Year-End Special - Silverchair
Woman's Weekly
December 25, 1995

groupWhen we introduced them 18 months ago (Inside Scoop, June 20, 1994), they were just three high school students from Newcastle, NSW, whose garage band, Innocent Criminals, had just been chosen from 800 hopefuls to record an original song, complete with the state-of-the-art video clip for the now defunct SBS-TV music show Nomad. “Now we want to get a record contract,” guitarist-vocalist Daniel Johns told us at the time. They got the contract, with Murmur Records, renamed themselves silverchair the rest is, as they say, is pop history.

Their competition-winning single, Tomorrow, enjoyed six weeks at the top of the Australian charts, and the follow-up track, Pure Massacre, had similar success. The debut album, frogstomp, was released in April and they became the first Australian act to enter the charts at number one. Though frogstomp has since gone double platinum here and sold more than one-million copies in the US, fame has not gone to the long-haired heads of the band members Johns, 16, drummer Ben Gillies, 15, and bassist Chris Joannou, also 15. “We didn’t like go spastic or anything,” Johns has said of success, “But we were pretty happy.”
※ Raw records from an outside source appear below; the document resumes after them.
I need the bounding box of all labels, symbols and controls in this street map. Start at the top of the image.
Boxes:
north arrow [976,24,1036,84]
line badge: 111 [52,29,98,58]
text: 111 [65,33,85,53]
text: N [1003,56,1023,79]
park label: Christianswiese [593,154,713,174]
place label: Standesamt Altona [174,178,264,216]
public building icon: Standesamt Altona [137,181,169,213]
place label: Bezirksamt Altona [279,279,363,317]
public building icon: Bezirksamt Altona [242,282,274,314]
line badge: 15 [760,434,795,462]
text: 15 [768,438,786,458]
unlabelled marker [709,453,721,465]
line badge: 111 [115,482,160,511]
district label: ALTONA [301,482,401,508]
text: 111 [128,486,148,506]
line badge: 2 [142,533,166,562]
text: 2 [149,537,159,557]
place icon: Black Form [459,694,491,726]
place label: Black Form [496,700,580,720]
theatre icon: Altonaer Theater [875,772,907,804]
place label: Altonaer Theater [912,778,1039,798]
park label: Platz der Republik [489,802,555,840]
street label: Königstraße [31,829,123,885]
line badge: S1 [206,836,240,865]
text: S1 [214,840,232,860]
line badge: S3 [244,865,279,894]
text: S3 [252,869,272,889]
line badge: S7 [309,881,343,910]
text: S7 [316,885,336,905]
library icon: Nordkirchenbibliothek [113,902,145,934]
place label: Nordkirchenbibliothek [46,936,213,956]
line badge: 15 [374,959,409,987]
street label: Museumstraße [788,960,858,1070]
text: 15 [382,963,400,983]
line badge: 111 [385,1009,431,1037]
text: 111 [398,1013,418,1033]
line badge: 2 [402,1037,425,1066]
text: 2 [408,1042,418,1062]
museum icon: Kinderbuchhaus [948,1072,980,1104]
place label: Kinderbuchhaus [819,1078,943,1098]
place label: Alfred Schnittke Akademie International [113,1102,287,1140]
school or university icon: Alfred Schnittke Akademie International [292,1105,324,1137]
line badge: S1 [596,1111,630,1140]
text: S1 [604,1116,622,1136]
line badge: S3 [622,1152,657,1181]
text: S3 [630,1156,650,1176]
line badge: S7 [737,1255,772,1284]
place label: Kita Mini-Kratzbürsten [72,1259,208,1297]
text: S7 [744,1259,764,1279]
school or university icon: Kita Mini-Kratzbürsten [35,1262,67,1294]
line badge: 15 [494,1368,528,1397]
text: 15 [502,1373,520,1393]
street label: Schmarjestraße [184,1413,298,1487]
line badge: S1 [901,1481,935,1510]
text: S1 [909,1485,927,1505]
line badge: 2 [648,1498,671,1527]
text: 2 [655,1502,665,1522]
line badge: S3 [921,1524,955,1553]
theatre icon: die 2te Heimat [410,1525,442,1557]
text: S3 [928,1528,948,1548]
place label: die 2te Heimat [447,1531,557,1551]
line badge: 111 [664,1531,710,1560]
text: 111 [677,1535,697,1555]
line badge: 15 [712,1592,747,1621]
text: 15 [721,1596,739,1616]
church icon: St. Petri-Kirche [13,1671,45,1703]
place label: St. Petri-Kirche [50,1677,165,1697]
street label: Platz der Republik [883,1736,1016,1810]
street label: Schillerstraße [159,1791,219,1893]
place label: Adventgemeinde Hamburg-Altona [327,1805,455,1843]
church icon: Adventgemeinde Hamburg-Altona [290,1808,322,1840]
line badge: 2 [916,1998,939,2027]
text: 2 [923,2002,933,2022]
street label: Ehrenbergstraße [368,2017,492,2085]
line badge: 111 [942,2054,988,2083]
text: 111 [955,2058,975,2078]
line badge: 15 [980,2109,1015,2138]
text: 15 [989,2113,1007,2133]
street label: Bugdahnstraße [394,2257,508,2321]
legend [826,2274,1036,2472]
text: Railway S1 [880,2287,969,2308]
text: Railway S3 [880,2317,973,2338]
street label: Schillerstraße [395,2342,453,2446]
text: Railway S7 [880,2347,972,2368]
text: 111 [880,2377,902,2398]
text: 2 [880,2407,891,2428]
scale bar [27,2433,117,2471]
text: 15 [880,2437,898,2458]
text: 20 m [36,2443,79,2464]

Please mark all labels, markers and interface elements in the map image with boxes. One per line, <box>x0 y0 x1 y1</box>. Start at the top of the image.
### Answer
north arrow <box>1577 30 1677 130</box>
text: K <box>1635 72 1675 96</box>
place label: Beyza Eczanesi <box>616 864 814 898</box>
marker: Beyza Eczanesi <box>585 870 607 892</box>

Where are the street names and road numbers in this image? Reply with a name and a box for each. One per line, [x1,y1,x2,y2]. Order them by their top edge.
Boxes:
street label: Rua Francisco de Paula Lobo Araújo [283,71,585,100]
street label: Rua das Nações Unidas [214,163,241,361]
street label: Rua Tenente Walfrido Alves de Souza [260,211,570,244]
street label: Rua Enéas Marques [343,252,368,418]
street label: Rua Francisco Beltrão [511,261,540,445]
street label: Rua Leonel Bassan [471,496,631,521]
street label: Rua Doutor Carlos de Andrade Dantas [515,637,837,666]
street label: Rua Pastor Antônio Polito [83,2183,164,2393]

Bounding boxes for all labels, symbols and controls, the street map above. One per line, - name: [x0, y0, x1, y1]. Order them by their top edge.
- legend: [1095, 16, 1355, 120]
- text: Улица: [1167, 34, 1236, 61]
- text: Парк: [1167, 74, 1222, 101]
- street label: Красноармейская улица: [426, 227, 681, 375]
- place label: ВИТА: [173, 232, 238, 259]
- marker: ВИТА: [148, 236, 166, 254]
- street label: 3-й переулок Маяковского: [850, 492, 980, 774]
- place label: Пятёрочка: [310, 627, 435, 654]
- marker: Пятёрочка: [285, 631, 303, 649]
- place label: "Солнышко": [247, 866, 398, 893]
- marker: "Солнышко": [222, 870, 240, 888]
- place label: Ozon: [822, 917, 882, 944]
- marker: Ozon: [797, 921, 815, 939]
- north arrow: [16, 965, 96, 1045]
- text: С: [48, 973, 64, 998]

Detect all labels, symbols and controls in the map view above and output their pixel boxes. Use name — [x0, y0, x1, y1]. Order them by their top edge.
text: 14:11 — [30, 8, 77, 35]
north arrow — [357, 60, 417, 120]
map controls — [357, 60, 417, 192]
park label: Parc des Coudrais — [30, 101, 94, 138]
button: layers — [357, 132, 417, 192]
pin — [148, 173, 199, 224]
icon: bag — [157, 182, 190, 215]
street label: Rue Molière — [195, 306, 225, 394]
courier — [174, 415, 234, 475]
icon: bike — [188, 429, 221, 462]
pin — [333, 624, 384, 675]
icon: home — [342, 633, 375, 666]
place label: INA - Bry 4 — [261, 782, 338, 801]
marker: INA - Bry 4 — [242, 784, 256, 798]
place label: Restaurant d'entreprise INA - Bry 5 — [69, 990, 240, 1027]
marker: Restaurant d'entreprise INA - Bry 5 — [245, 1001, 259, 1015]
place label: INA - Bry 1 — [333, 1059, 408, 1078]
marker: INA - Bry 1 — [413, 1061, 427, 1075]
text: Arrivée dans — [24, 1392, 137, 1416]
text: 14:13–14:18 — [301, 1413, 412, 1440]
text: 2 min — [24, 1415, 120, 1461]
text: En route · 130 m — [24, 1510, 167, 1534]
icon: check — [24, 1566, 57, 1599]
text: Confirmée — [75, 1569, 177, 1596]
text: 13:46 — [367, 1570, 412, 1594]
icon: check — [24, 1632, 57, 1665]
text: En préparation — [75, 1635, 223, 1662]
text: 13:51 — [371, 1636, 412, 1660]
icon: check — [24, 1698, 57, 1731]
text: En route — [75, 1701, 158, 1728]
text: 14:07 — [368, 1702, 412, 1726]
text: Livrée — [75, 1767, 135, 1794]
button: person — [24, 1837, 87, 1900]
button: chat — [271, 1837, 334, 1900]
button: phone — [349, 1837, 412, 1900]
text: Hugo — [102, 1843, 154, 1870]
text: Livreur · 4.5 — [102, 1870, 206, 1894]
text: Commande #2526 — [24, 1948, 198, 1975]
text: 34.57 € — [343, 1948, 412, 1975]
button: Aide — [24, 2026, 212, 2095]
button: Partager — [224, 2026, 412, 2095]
As they should be. In September, during school holidays of course, they briefly toured the US and gave a spirited performance on the roof of New York’s Radio City Music Hall that was broadcast for the MTV Video Music Awards. They also appreared at England’s Reading Festival and have been asked to tour the US with the Red Hot Chili Peppers early next year. Despite rave reveiws (“a wonderful union of heavy metal and uplifting melodies”, said The San Fransisco Examiner) and constant comparisons with bands such as Nirvana, Pearl Jam, and Soundgarden, silverchair-who are each accompanied by a parent when travelling-are determined not to indulge in any unseemly rock-star behaviour.

“People’d hate you and they wouldn’t buy your records and it’d be bad,” Gillies observed while in the US. And besides, as Johns has humbly said, “we still think we kinda suck.”